I'm 49. My parents also don't have fottage or photos of me performing at school. But we are still perfectly able to relive those memories when we chat, etc.

ReggaetonLente · 15/12/2017 20:21

A really, really good way of making proper memories is to genuinely watch a performance with full attention while it happens live.

Hear hear!

Pretty sad that some people can only watch things through a screen.

squeezedatbothends · 15/12/2017 20:25

Our child's school policy states that we are allowed to take photos/film but that we mustn't share any images on social media that have any children other than our own in them. That seems fair enough. Though how they police it I don't know. It's understandable that people want a record of this special moment though isn't it?

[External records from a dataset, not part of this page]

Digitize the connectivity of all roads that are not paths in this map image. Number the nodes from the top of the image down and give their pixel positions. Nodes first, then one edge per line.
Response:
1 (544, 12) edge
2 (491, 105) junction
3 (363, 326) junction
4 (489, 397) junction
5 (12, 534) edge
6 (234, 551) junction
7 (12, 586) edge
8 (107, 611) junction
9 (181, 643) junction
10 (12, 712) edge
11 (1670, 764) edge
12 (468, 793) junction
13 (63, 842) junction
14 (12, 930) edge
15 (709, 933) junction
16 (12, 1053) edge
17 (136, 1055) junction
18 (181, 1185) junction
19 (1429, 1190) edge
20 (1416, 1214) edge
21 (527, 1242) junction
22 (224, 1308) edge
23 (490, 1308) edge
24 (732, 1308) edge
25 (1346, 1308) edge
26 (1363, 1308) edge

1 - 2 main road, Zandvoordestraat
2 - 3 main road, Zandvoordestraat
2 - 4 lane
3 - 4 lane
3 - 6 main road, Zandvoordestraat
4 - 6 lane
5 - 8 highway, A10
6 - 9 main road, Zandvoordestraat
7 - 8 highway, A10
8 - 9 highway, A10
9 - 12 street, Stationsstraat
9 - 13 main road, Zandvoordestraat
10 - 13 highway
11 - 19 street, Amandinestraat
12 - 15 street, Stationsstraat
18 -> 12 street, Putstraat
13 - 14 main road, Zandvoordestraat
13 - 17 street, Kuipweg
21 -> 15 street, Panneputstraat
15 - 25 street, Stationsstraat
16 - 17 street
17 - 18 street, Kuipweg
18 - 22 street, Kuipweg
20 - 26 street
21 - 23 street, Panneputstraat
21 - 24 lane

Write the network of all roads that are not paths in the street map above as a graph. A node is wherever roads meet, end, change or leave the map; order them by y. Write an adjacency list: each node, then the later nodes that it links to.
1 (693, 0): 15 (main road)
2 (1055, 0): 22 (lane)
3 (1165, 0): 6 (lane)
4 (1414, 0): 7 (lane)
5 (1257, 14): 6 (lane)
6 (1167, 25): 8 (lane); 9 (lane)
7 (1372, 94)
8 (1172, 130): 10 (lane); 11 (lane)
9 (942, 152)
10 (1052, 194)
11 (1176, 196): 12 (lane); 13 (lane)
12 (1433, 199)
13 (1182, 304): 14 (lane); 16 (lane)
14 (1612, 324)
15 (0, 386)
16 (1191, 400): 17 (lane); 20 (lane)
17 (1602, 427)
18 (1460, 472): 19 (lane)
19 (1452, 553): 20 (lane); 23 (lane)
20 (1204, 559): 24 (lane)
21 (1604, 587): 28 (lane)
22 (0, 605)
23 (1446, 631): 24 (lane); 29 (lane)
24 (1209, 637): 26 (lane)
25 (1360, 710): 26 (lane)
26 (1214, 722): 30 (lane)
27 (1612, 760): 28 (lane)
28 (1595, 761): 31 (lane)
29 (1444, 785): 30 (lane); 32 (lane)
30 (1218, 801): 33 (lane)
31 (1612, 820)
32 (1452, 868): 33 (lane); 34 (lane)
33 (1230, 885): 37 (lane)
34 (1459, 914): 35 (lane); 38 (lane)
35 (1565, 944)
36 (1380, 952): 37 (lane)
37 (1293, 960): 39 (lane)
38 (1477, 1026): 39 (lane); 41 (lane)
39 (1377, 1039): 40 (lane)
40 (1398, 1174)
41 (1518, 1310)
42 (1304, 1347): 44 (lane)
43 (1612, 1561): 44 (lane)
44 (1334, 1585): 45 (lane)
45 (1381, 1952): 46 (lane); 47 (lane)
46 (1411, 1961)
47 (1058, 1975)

riceuten · 15/12/2017 20:36

I am tired of

a) watching school performance via a veritable forest of arms and recording equipment, together with multiple exhalations of breath from people whose child I have accidentally obscured by breathing or moving slightly BUT
b) equally sick of the manufactured hysteria of people who claim that the recording of children on stage is somehow complicit with paedophilia, child abuse and the like, requiring parental consent going back 5 generations

cantkeepawayforever · 15/12/2017 20:51

equally sick of the manufactured hysteria of people who claim that the recording of children on stage is somehow complicit with paedophilia, child abuse and the like, requiring parental consent going back 5 generations

Has anyone on here done this? I don't think that consent is the issue - especially as most parents sign a blanket photo consent when their child starts school. It's obeying rules that may be put in place to protect the vulnerable, whose picture + location could put them at risk when placed on social media that is the issue.

Maireadplastic · 15/12/2017 20:56

Riceuten, you are the first person to mention paedophilia here. Maybe you are the 'hysterical' one.

Nanny0gg · 15/12/2017 21:04

@Maemae06
ll I am saying is as long as they are not posted online which as I said I wouldn’t do I like filming my children’s plays to watch back. Even watching back from 2/3 years is lovely to notice how things have changed!

Then bloody film at home! There's nothing that special about filming 5 seconds of your kid singing Away in a Manger, wearing a tea towel that you can't live without!

I wish it was the law that only schools can film or photograph at school events. Then they can make money, children are safe and I don't have to watch a play through a stupid woman waving her phone in front of my face!